黄色い線の内側までお下がりください


「大梯君」

「......ん?...朝?」

「ん。でもまだ早いから寝てて。私ちょっとコンビニ行ってくる」

「コンビニ? ん、じゃ一緒に行くからちょっと待って」


 そんな状態が何日間も続き、あいかわらずニュースではあの駅のことを報道している。

 気が滅入ってきた富多子はそろそろ限界に近かった。


 起きようとした大梯を、目の前なんだから大丈夫だよ、すぐ戻るしと言って寝ててねって言いながら笑いかけた。


「わかった。じゃ...気を付けて。早く帰ってきて」

「うん」



 雨は本降りになっていて周りの音を全て吸収し、薄暗い空は低く垂れ込み、黒く濡れたコンクリートの間で生活する全てのものをプレスする錯覚に陥る。

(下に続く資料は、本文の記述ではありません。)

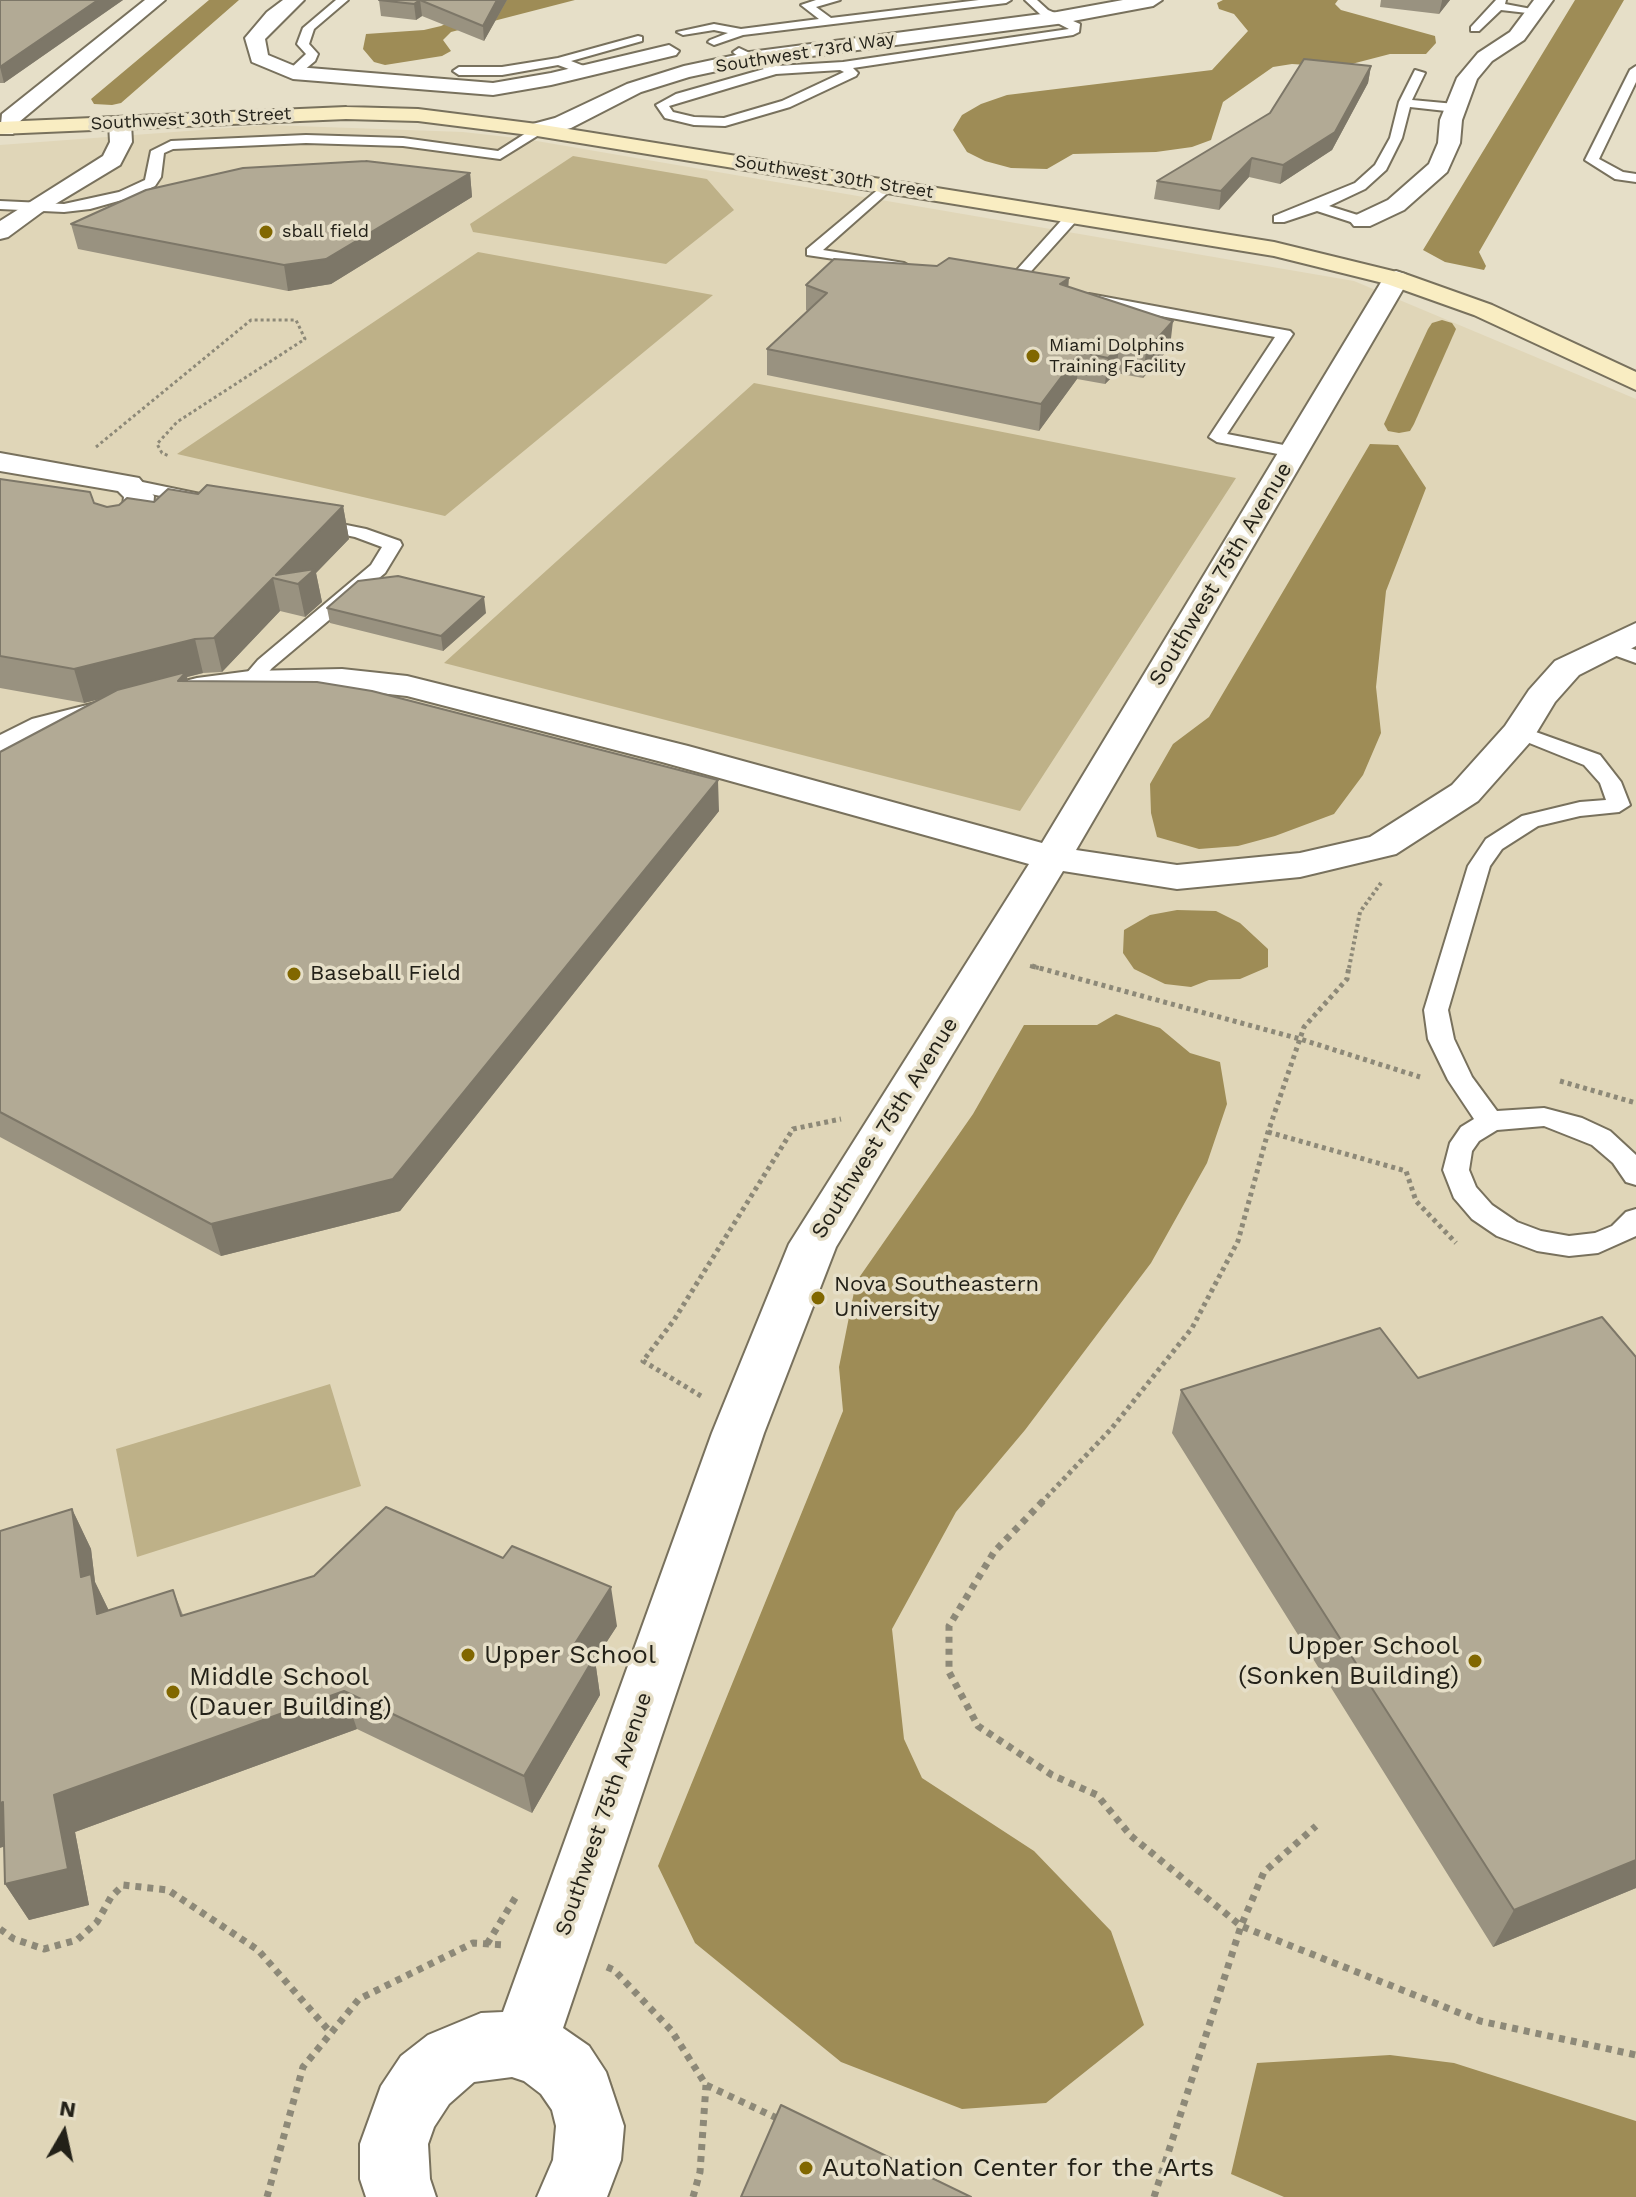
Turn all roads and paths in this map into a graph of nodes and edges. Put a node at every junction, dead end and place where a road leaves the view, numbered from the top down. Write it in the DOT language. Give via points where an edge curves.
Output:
graph roads {
  1 [pos="156,0"];
  2 [pos="295,0"];
  3 [pos="343,0"];
  4 [pos="835,0"];
  5 [pos="1006,0"];
  6 [pos="1112,0"];
  7 [pos="1153,0"];
  8 [pos="1499,3"];
  9 [pos="1540,6"];
  10 [pos="1043,10"];
  11 [pos="830,22"];
  12 [pos="1475,29"];
  13 [pos="683,32"];
  14 [pos="638,39"];
  15 [pos="743,47"];
  16 [pos="559,61"];
  17 [pos="843,66"];
  18 [pos="775,70"];
  19 [pos="1636,70"];
  20 [pos="459,71"];
  21 [pos="585,71"];
  22 [pos="293,73"];
  23 [pos="1419,73"];
  24 [pos="0,97"];
  25 [pos="35,98"];
  26 [pos="1405,103"];
  27 [pos="1455,108"];
  28 [pos="120,123"];
  29 [pos="2,129"];
  30 [pos="537,130"];
  31 [pos="1636,178"];
  32 [pos="887,186"];
  33 [pos="0,205"];
  34 [pos="1317,206"];
  35 [pos="34,207"];
  36 [pos="1073,216"];
  37 [pos="1279,219"];
  38 [pos="1362,221"];
  39 [pos="0,232"];
  40 [pos="925,271"];
  41 [pos="1396,279"];
  42 [pos="1011,285"];
  43 [pos="1071,296"];
  44 [pos="1636,382"];
  45 [pos="1293,452"];
  46 [pos="87,456"];
  47 [pos="169,456"];
  48 [pos="0,462"];
  49 [pos="128,484"];
  50 [pos="221,504"];
  51 [pos="298,520"];
  52 [pos="116,527"];
  53 [pos="1626,645"];
  54 [pos="250,681"];
  55 [pos="1519,732"];
  56 [pos="0,748"];
  57 [pos="1628,807"];
  58 [pos="1052,858"];
  59 [pos="1388,878"];
  60 [pos="992,955"];
  61 [pos="1300,1039"];
  62 [pos="1461,1080"];
  63 [pos="1560,1081"];
  64 [pos="1636,1103"];
  65 [pos="1490,1122"];
  66 [pos="835,1132"];
  67 [pos="1268,1132"];
  68 [pos="1636,1175"];
  69 [pos="1636,1219"];
  70 [pos="1456,1243"];
  71 [pos="706,1385"];
  72 [pos="702,1397"];
  73 [pos="697,1411"];
  74 [pos="1316,1826"];
  75 [pos="519,1893"];
  76 [pos="1241,1926"];
  77 [pos="0,1929"];
  78 [pos="487,1944"];
  79 [pos="331,2033"];
  80 [pos="523,2048"];
  81 [pos="1636,2055"];
  82 [pos="790,2124"];
  83 [pos="401,2197"];
  84 [pos="572,2197"];
  85 [pos="693,2197"];
  86 [pos="1154,2197"];
  1 -- 25 [label="street"];
  2 -- 22 [label="street" via="255,38 259,58"];
  3 -- 22 [label="lane" via="309,28 303,44 312,54"];
  4 -- 11 [label="lane" via="807,5"];
  5 -- 11 [label="lane"];
  6 -- 10 [label="street, Southwest 73rd Way"];
  7 -- 10 [label="street, Southwest 73rd Way"];
  8 -- 9 [label="lane"];
  8 -- 12 [label="lane"];
  9 -- 27 [label="street" via="1517,36 1485,57 1467,78"];
  10 -- 15 [label="street, Southwest 73rd Way"];
  10 -- 17 [label="lane" via="1076,26 1073,32"];
  11 -- 15 [label="lane"];
  13 -- 15 [label="lane" via="714,27"];
  14 -- 16 [label="lane"];
  15 -- 18 [label="lane"];
  15 -- 21 [label="street" via="714,42"];
  15 -- 30 [label="street, Southwest 73rd Way"];
  16 -- 20 [label="lane" via="502,71"];
  16 -- 21 [label="lane"];
  17 -- 18 [label="lane"];
  17 -- 18 [label="lane" via="852,73 786,104 725,122 669,115 662,105"];
  19 -- 31 [label="lane" via="1592,160 1620,176"];
  21 -- 22 [label="street" via="493,89"];
  23 -- 26 [label="lane"];
  24 -- 25 [label="street"];
  25 -- 29 [label="street"];
  26 -- 27 [label="lane"];
  26 -- 34 [label="lane" via="1381,167 1360,186"];
  27 -- 38 [label="street" via="1439,167 1396,205"];
  28 -- 29 [label="street, Southwest 30th Street"];
  28 -- 30 [label="street, Southwest 30th Street" via="362,113"];
  28 -- 35 [label="street" via="121,142 112,160"];
  30 -- 32 [label="street, Southwest 30th Street"];
  30 -- 35 [label="lane" via="500,155 403,142 306,139 171,145 158,151 154,177 143,187 90,205"];
  32 -- 36 [label="street, Southwest 30th Street"];
  32 -- 40 [label="lane" via="812,252"];
  33 -- 35 [label="lane"];
  34 -- 37 [label="lane"];
  34 -- 38 [label="lane"];
  35 -- 39 [label="street"];
  36 -- 41 [label="street, Southwest 30th Street" via="1274,249"];
  36 -- 42 [label="lane"];
  41 -- 44 [label="street, Southwest 30th Street" via="1483,310"];
  41 -- 45 [label="street, Southwest 75th Avenue"];
  43 -- 45 [label="lane" via="1285,334 1217,437"];
  45 -- 58 [label="street, Southwest 75th Avenue"];
  46 -- 47 [label="path" via="251,320 296,320 305,339 177,422 157,444"];
  48 -- 49 [label="street"];
  49 -- 50 [label="lane"];
  49 -- 52 [label="street" via="139,496 138,508"];
  51 -- 54 [label="lane" via="393,545 378,569"];
  53 -- 55 [label="street" via="1567,668"];
  54 -- 56 [label="street" via="204,686 45,727"];
  54 -- 58 [label="street" via="342,679 407,686"];
  55 -- 57 [label="lane" via="1592,760"];
  55 -- 58 [label="street" via="1465,793 1383,846 1300,865 1177,877"];
  57 -- 62 [label="lane" via="1580,809 1530,821 1494,844 1479,866 1436,1010 1441,1039"];
  58 -- 60 [label="street, Southwest 75th Avenue"];
  59 -- 61 [label="path" via="1360,912 1347,979"];
  60 -- 61 [label="path"];
  60 -- 80 [label="street, Southwest 75th Avenue" via="813,1244 738,1433"];
  61 -- 62 [label="path" via="1434,1081"];
  61 -- 67 [label="path"];
  62 -- 65 [label="lane"];
  63 -- 64 [label="path"];
  65 -- 68 [label="lane" via="1544,1117 1573,1125 1601,1138"];
  65 -- 69 [label="lane" via="1470,1134 1459,1150 1456,1170 1464,1191 1482,1212 1507,1229 1569,1246 1598,1243 1622,1233"];
  66 -- 72 [label="path" via="843,1119 793,1129 643,1361"];
  67 -- 70 [label="path" via="1406,1171 1416,1201"];
  67 -- 76 [label="path" via="1238,1241 1192,1328 1112,1428 994,1552 949,1626 949,1672 978,1726 1052,1775 1097,1795 1131,1836"];
  71 -- 72 [label="path"];
  72 -- 73 [label="path"];
  74 -- 76 [label="path" via="1264,1872"];
  75 -- 78 [label="path"];
  76 -- 81 [label="path" via="1480,2021"];
  76 -- 86 [label="path"];
  77 -- 79 [label="path" via="44,1949 77,1940 123,1885 168,1890 258,1950"];
  80 -- 83 [label="street" via="481,2046 451,2058 425,2080 405,2110 394,2144"];
  80 -- 84 [label="street" via="540,2052 565,2070 582,2096 590,2126 587,2160"];
  82 -- 85 [label="path" via="706,2085 700,2172"];
}
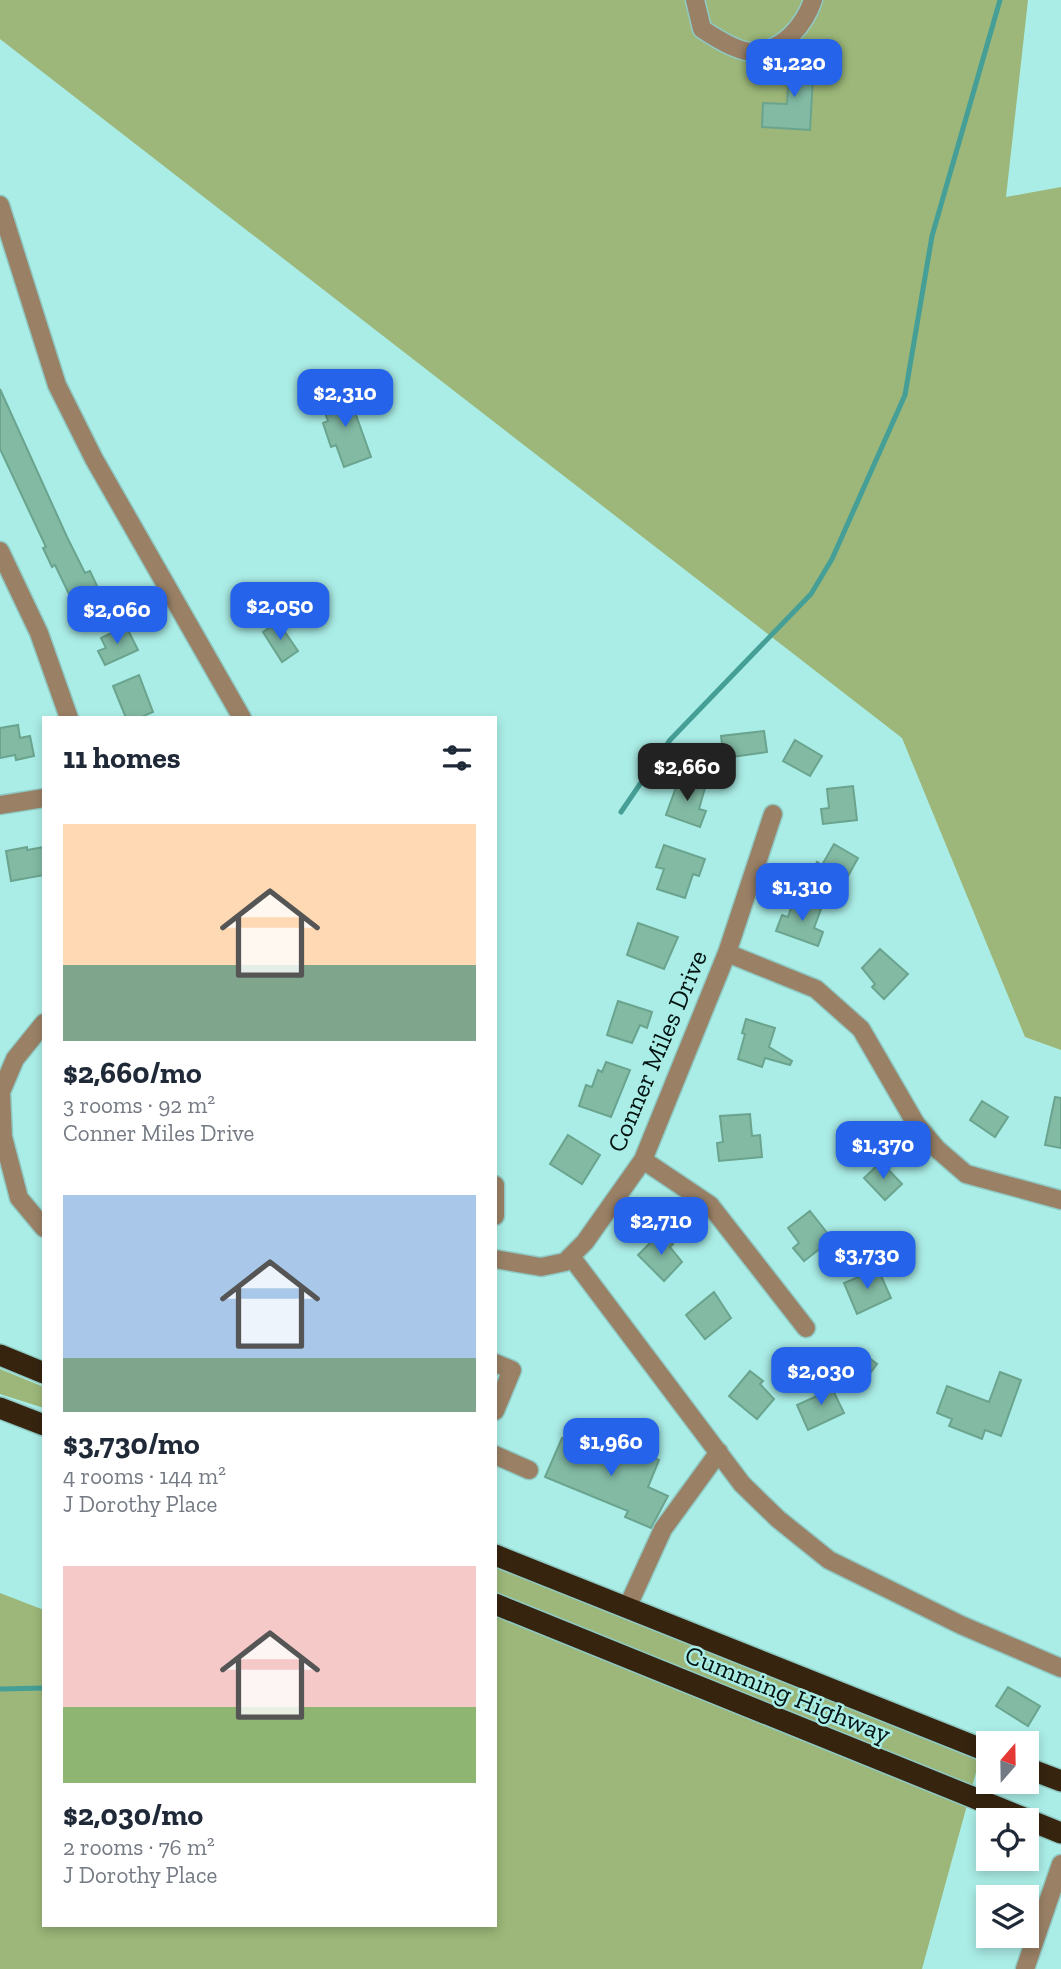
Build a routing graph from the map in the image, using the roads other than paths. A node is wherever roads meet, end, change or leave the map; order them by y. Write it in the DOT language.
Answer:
graph roads {
  1 [pos="695,0"];
  2 [pos="813,0"];
  3 [pos="0,205"];
  4 [pos="2,557"];
  5 [pos="68,716"];
  6 [pos="241,716"];
  7 [pos="42,798"];
  8 [pos="0,805"];
  9 [pos="773,814"];
  10 [pos="727,953"];
  11 [pos="42,1025"];
  12 [pos="643,1160"];
  13 [pos="1061,1200"];
  14 [pos="42,1226"];
  15 [pos="572,1258"];
  16 [pos="497,1259"];
  17 [pos="806,1328"];
  18 [pos="0,1355"];
  19 [pos="497,1364"];
  20 [pos="42,1372"];
  21 [pos="497,1406"];
  22 [pos="0,1408"];
  23 [pos="42,1424"];
  24 [pos="719,1452"];
  25 [pos="497,1456"];
  26 [pos="529,1470"];
  27 [pos="497,1556"];
  28 [pos="497,1605"];
  29 [pos="628,1608"];
  30 [pos="1061,1668"];
  31 [pos="976,1747"];
  32 [pos="1040,1773"];
  33 [pos="1061,1781"];
  34 [pos="1061,1833"];
  35 [pos="1061,1864"];
  36 [pos="1025,1969"];
  1 -- 2 [label="street"];
  3 -- 6 [label="street"];
  4 -- 5 [label="street"];
  7 -- 8 [label="street"];
  9 -- 10 [label="street, Conner Miles Drive"];
  10 -- 12 [label="street, Conner Miles Drive"];
  10 -- 13 [label="street"];
  11 -- 14 [label="street"];
  12 -- 15 [label="street, Conner Miles Drive"];
  12 -- 17 [label="street"];
  15 -- 16 [label="street"];
  15 -- 24 [label="street"];
  18 -- 20 [label="highway"];
  19 -- 21 [label="street"];
  22 -- 23 [label="highway"];
  24 -- 29 [label="street"];
  24 -- 30 [label="street"];
  25 -- 26 [label="street"];
  27 -- 29 [label="highway, Cumming Highway"];
  28 -- 34 [label="highway, Cumming Highway"];
  29 -- 31 [label="highway, Cumming Highway"];
  32 -- 33 [label="highway"];
  35 -- 36 [label="street"];
}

 傘をさして家を出た富多子は、家の前のコンビニには入らずにそのまま歩き続けた。


 傘に跳ね返る雨粒の音だけが富多子の耳に聞こえ、雑念は取り払われていく。


 行く場所は決まっていた。


 あそこしかない。


 この悪夢を終わらせるためには、あいつに会うしかない。



 それ以外に方法はない。



 傘を持つ手に力を込めて唾を飲んだ。